Report each line of the records below that holds the word "Centenario".

★ ★ ★ ★ ★ ★ ★

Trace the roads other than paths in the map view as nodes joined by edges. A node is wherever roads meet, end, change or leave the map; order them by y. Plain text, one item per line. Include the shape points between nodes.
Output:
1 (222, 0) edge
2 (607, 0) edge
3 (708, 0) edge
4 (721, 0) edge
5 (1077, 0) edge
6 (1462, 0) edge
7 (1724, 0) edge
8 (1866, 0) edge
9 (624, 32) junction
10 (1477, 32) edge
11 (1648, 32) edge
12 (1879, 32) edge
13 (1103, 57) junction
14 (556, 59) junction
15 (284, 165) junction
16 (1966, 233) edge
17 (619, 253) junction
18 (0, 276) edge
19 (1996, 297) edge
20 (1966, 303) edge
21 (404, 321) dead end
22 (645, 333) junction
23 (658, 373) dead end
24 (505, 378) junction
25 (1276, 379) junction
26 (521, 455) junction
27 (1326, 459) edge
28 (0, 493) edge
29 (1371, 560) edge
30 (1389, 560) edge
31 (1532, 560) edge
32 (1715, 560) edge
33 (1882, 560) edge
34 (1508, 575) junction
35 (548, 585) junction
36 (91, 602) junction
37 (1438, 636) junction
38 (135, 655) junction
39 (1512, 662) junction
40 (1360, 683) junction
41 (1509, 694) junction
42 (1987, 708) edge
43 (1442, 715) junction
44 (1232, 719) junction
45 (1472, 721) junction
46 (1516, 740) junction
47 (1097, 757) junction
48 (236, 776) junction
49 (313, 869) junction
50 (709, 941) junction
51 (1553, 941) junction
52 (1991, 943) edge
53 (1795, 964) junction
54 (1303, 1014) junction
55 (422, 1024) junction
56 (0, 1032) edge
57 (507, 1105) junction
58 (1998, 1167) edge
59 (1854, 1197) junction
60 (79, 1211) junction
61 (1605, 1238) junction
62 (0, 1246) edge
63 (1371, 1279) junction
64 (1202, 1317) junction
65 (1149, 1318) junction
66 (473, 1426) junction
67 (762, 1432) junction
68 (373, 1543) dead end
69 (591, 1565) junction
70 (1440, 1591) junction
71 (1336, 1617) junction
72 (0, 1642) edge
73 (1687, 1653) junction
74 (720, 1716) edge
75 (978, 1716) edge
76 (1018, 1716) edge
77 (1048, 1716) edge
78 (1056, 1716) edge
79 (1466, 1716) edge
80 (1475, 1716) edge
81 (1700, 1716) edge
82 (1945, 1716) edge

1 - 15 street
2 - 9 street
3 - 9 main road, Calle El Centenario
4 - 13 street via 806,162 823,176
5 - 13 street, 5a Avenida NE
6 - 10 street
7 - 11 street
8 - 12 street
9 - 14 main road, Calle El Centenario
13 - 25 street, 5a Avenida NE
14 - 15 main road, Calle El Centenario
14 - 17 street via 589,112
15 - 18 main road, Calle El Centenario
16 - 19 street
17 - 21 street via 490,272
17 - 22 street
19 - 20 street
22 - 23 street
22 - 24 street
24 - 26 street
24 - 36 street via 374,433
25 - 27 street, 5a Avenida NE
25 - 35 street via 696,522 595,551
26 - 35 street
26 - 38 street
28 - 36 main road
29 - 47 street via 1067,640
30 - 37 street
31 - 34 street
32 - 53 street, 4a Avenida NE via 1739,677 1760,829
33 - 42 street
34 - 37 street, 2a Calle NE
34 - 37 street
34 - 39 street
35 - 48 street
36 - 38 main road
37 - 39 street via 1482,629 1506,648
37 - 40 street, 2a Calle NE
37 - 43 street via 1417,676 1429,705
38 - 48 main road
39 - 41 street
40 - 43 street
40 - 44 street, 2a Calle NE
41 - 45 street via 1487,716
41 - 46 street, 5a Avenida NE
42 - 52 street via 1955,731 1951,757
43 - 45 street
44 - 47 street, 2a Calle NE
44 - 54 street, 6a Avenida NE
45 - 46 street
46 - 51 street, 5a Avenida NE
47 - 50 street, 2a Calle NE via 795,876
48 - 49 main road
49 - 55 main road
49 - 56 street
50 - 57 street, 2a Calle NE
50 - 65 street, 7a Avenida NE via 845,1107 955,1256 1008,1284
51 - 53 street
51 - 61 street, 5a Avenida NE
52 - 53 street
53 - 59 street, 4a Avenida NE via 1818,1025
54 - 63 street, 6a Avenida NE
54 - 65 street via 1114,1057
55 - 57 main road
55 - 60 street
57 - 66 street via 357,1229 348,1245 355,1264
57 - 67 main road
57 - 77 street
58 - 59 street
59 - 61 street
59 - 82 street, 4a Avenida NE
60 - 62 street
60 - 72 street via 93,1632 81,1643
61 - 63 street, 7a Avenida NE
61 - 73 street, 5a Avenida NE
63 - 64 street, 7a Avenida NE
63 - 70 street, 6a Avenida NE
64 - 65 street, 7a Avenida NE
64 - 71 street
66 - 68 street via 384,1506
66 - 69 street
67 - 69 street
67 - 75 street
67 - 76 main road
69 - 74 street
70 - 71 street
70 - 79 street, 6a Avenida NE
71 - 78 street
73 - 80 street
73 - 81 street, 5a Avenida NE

★ ★ ★ ★ ★ ★ ★

* [Completed task]:
3 - 9 main road, Calle El Centenario
9 - 14 main road, Calle El Centenario
14 - 15 main road, Calle El Centenario
15 - 18 main road, Calle El Centenario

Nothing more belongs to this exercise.